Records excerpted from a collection
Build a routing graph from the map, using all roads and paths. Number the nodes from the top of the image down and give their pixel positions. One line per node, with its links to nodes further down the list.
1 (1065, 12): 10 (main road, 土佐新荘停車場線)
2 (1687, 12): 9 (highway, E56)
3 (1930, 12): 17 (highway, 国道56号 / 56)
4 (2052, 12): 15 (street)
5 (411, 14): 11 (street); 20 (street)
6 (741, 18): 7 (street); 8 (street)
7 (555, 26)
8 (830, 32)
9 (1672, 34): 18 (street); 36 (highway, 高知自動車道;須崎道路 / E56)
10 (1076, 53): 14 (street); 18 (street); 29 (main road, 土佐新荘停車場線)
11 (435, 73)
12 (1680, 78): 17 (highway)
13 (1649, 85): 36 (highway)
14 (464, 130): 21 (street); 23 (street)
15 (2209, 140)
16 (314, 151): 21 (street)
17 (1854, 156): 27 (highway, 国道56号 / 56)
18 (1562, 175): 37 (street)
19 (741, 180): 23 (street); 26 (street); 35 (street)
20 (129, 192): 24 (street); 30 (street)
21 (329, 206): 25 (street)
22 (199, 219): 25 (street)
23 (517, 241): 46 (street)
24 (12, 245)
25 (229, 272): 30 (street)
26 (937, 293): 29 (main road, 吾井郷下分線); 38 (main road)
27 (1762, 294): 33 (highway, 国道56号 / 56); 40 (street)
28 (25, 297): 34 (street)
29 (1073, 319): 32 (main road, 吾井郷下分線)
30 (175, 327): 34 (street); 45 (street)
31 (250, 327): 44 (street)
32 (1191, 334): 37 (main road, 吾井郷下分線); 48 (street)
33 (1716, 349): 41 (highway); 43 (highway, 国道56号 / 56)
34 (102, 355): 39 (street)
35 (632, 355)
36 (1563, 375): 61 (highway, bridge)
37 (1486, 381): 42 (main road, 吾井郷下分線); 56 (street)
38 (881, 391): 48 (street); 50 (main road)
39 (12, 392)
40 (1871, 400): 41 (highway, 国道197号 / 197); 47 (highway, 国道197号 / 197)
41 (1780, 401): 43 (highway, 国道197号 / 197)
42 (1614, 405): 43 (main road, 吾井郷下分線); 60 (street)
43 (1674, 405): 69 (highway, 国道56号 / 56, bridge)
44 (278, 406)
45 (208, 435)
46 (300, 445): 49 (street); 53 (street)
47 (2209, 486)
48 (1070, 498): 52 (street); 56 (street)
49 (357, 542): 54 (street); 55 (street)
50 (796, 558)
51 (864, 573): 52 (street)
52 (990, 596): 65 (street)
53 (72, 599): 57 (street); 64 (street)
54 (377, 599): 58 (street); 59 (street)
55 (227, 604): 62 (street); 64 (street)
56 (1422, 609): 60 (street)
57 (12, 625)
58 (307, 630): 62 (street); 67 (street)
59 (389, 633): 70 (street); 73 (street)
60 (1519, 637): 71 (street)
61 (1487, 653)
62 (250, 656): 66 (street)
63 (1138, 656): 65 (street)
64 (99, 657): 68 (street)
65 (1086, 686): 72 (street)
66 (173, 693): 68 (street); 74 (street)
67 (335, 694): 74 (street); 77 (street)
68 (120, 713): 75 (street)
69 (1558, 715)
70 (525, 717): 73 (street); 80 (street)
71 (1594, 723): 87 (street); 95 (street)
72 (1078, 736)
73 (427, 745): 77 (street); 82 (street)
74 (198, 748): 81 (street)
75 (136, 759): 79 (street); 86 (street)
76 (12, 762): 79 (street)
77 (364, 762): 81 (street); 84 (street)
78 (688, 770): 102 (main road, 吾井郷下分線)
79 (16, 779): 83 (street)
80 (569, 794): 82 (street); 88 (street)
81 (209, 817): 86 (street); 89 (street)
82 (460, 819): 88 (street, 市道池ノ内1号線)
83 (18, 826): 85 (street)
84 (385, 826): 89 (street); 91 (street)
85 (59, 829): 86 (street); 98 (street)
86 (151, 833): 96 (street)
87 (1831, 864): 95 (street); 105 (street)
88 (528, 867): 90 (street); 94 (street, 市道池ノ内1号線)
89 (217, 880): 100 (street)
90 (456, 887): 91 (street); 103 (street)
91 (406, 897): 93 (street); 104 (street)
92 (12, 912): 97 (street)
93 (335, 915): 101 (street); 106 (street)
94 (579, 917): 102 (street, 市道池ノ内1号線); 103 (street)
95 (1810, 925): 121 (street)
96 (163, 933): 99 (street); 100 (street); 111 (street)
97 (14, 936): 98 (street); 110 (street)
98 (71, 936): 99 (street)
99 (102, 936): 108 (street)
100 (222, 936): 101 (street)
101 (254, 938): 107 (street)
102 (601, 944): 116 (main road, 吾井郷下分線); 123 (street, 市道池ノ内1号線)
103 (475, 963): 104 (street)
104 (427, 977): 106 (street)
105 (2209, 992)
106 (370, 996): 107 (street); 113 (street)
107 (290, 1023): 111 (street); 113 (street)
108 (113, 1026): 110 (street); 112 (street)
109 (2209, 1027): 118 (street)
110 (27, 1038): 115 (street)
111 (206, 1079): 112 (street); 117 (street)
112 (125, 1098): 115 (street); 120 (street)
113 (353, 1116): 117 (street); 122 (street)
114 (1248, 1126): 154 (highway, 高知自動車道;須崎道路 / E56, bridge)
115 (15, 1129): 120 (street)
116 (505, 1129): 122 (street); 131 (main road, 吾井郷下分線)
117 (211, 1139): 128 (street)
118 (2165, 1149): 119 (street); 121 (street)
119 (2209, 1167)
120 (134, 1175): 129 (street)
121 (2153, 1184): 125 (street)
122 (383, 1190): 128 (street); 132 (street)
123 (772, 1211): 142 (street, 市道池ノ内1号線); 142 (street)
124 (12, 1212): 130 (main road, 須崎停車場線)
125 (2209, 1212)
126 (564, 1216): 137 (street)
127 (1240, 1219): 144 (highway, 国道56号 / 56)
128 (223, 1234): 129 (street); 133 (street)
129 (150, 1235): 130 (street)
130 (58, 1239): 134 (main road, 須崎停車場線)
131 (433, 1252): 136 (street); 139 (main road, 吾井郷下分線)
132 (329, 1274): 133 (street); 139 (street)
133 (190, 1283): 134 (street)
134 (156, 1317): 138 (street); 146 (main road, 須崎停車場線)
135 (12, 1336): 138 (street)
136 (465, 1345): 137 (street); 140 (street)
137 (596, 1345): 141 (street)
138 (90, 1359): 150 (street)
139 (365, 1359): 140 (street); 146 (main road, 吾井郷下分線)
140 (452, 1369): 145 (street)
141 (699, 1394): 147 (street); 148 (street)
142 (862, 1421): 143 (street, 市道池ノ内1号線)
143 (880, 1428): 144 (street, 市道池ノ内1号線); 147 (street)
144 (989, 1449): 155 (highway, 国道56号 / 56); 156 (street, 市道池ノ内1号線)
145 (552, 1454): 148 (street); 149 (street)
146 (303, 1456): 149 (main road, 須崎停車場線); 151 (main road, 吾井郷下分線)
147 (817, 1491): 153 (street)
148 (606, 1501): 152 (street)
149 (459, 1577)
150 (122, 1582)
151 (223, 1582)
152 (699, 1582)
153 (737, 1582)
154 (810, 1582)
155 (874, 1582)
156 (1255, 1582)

Action item:
Report every line of the data in which "須崎道路" appears.

Solved exercise:
9 (1672, 34): 18 (street); 36 (highway, 高知自動車道;須崎道路 / E56)
114 (1248, 1126): 154 (highway, 高知自動車道;須崎道路 / E56, bridge)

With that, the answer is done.